Furthermore, PLWH learn that self-compassionate evaluations are not solely contingent on behavioral outcomes. Regardless of whether life events are positive or negative, individuals maintain a compassionate acceptance toward themselves. This approach fosters higher self-esteem and a deeper understanding that failure and imperfection are inherent aspects of the human experience (35). The application of self-soothing techniques in daily life also plays a crucial role in managing distress.

Evidence indicates that group ST can significantly enhance distress tolerance compared to control conditions (36). In the context of the current study, ST targets negative cognitive patterns, maladaptive schemas, and emotional reactivity, helping patients develop new ways of interpreting experiences. This process reduces emotional dysregulation and contributes to improvements in distress tolerance among PLWH.

The ST skills, through cognitive restructuring and the replacement of maladaptive emotional management strategies, help reduce chronic interpersonal difficulties and emotional instability. This process enhances both emotional and cognitive regulation. Improved cognitive regulation supports mental and emotional processing, thereby strengthening coping capacity and distress tolerance (37). Moreover, ST enables individuals to employ healthy and effective coping strategies. These adaptive mechanisms increase psychological flexibility and problem-solving abilities, contributing to greater distress tolerance. As problem-solving skills improve, individuals are less likely to avoid challenges and more likely to confront and overcome them effectively (38).
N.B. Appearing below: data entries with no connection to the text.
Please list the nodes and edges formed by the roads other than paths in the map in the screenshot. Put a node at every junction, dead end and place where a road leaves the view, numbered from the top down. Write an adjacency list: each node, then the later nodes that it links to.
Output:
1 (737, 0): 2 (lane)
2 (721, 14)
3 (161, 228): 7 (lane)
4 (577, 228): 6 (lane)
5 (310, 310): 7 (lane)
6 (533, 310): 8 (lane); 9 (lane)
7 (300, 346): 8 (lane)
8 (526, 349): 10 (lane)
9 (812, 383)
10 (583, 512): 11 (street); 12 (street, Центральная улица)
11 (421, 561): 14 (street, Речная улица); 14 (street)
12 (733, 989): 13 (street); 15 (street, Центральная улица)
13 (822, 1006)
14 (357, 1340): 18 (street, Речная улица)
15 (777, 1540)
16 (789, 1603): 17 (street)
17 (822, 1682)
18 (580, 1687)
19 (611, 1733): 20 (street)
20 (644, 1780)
The clinical significance of these findings is noteworthy. The magnitude of change observed, particularly in the CFT group, suggests a shift from clinically significant levels of self-blame and low distress tolerance to scores within a more functional, non-clinical range. For PLWH, enhanced distress tolerance may lead to better management of treatment-related side effects and improved interpersonal relationships. Likewise, reduced self-blame can alleviate depression and anxiety, fostering a greater sense of hope and self-worth.

5.1. Conclusions

The findings of this RCT indicate that both ST and CFT are effective interventions for reducing self-blame and enhancing distress tolerance across groups and time points among PLWH. However, CFT demonstrated significantly greater effectiveness on both outcomes. These therapies support patients in regulating emotions and modifying maladaptive thought patterns, enabling the adoption of healthier cognitive perspectives and more adaptive coping strategies. Given its superior impact, CFT may be particularly well-suited for addressing the shame and self-criticism commonly experienced by PLWH, offering a valuable approach for improving psychological well-being in this population.

5.2. Limitations

This study has several limitations. First, the three-month follow-up period is relatively short; longer-term assessments are needed to determine the sustainability of therapeutic gains. Second, participants were recruited from a single center in Tehran, which may limit the generalizability of the findings. Third, several potential confounding variables such as adherence to antiretroviral therapy (ART), socioeconomic status, psychiatric comorbidities, or duration of HIV diagnosis were not controlled. Fourth, although the therapist was trained and supervised, individual therapist skill may have influenced outcomes. Finally, while the sample size was adequately powered, it was modest; future studies with larger samples are warranted.